In early October, the patient’s wife expressed concern that he was exhibiting impulsive behavior, disinhibition, irritability, and mood changes. A repeat head CT showed stable but slightly increased size of the SDH, with minimally associated mass effect. Blood work was noncontributory for CBC, CMP, lipids, and thyroid panel. Over the course of the month, the patient’s condition progressively worsened, and he developed new daily symptoms of inflated self-esteem, irritability, lability, and elevated mood. According to his wife, he also had a decreased need for sleep and demonstrated pressured speech. In addition, he became easily distracted and disorganized to the extent that he was unable to complete his usual tasks as a teacher. He was also noted to have increased goal-directed activities, such as hypersexuality and hyperreligiosity, as well as irresponsible behaviors, such as nondiscretionary spending.

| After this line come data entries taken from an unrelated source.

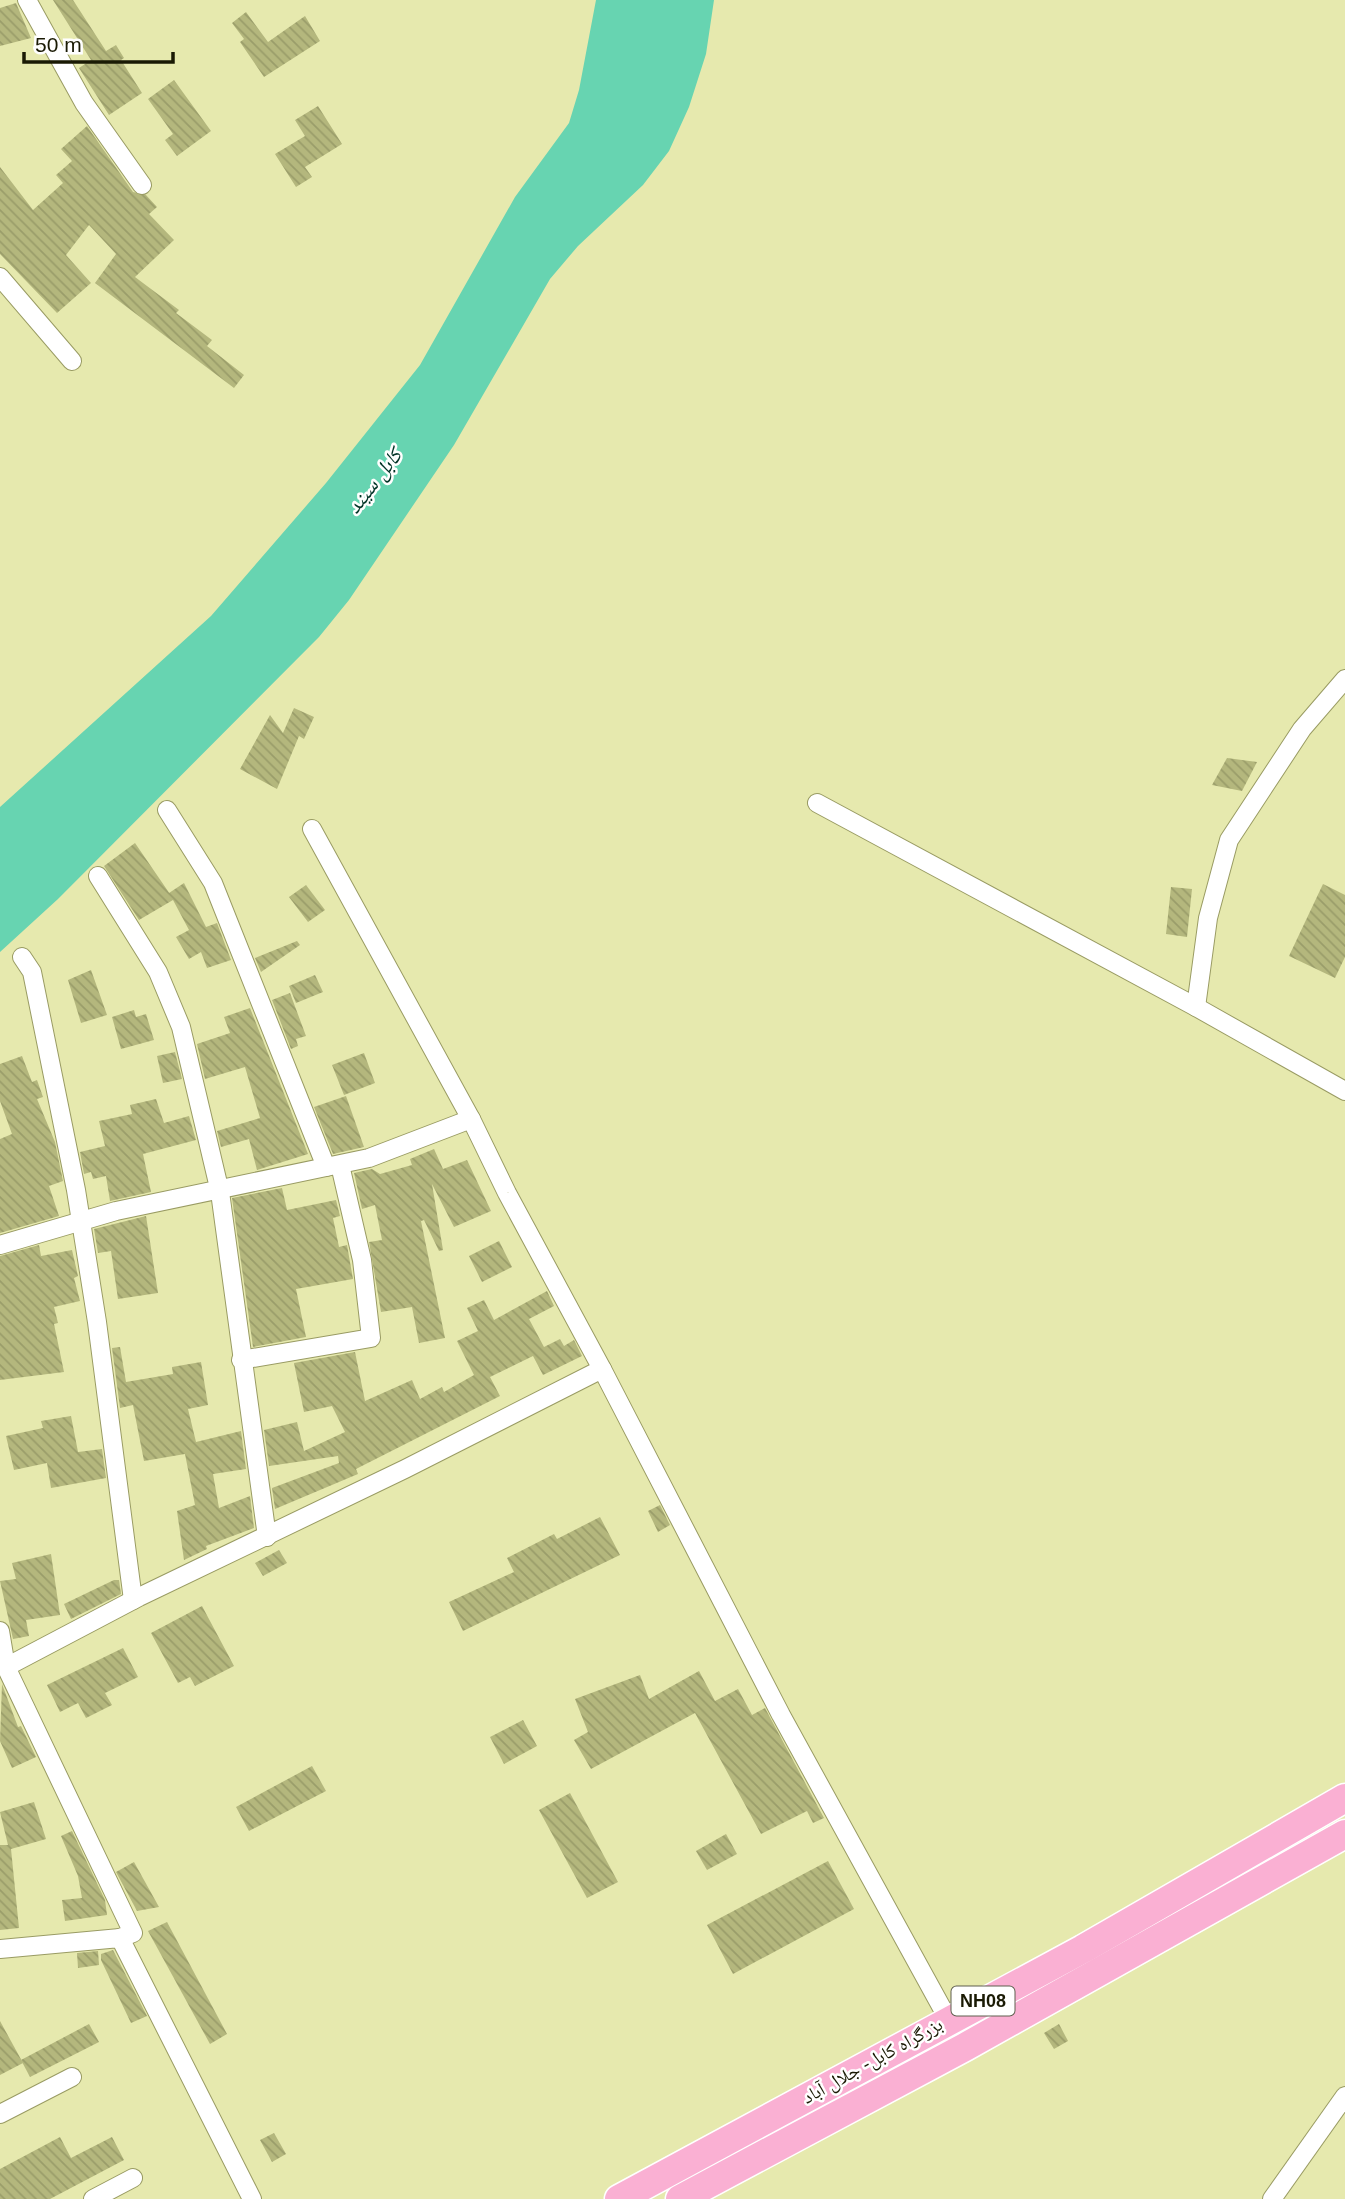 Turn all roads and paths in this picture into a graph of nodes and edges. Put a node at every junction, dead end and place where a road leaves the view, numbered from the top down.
1 (27, 0) edge
2 (142, 185) dead end
3 (0, 277) edge
4 (72, 361) dead end
5 (1345, 680) edge
6 (817, 803) dead end
7 (167, 810) dead end
8 (312, 829) dead end
9 (98, 876) dead end
10 (22, 957) dead end
11 (1196, 1007) junction
12 (1345, 1091) edge
13 (471, 1119) junction
14 (333, 1166) junction
15 (219, 1192) junction
16 (81, 1223) junction
17 (0, 1245) edge
18 (241, 1360) junction
19 (602, 1369) junction
20 (267, 1537) junction
21 (133, 1600) junction
22 (0, 1631) edge
23 (6, 1667) junction
24 (1345, 1798) edge
25 (1345, 1835) edge
26 (120, 1938) junction
27 (0, 1950) edge
28 (948, 2019) junction
29 (72, 2077) dead end
30 (1345, 2096) edge
31 (0, 2113) edge
32 (133, 2178) dead end
33 (93, 2199) edge
34 (252, 2199) edge
35 (619, 2199) edge
36 (680, 2199) edge
37 (1272, 2199) edge

1 - 2 street
3 - 4 street
5 - 11 street
6 - 11 street
7 - 14 street
8 - 13 street
9 - 15 street
10 - 16 street
11 - 12 street
13 - 14 street
13 - 19 street
14 - 15 street
14 - 18 street
15 - 16 street
15 - 18 street
16 - 17 street
16 - 21 street
18 - 20 street
19 - 20 street
19 - 28 street
20 - 21 street
21 - 23 street
22 - 23 street
23 - 26 street
24 - 28 highway, بزرگراه کابل- جلال آباد / NH08
25 - 36 highway, بزرگراه کابل- جلال آباد / NH08
26 - 27 street
26 - 34 street
28 - 35 highway, بزرگراه کابل- جلال آباد / NH08
29 - 31 street
30 - 37 street
32 - 33 street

Despite these documented behavioral changes, no focal neurological deficits or organ-specific symptoms were found. He was evaluated by neurology and neurosurgery teams, who described him as “disorganized, grandiose, and loquacious” (quoted from the patient’s chart). He was noted to be careless when performing the clock-drawing portion of the cognitive examination. His changes in behavior raised concerns for PCNSL recurrence, with frontal lobe involvement. A repeat brain MRI showed a slight decrease in the size of the SDH, with no indication of PCNSL recurrence. Cerebrospinal fluid analysis revealed no concerns regarding an infectious or autoimmune etiology to his presentation.
The patient was referred for a psychiatric evaluation in late October, where it was concluded that he was having a manic episode. His Young Mania Rating Scale (YMRS) score was 31/60, and his Patient Health Questionnaire–9 score was 0/27. He was subsequently admitted to a psychiatric hospital. Over the course of 10 days, the patient was stabilized on valproic acid (500 mg b.i.d.) and olanzapine (5 mg qAM and 10 mg q.h.s.). His YMRS score on discharge was 15, with sufficient functional improvement of his manic symptoms to warrant an outpatient level of care. Just under 3 weeks after hospital discharge (late November), his YMRS score was 0; in mid-December, he was able to successfully undergo an autologous SCT. Over the next 3–4 months, he underwent a slow and gradual titration off his psychotropic medications with no recurrence of his manic symptoms.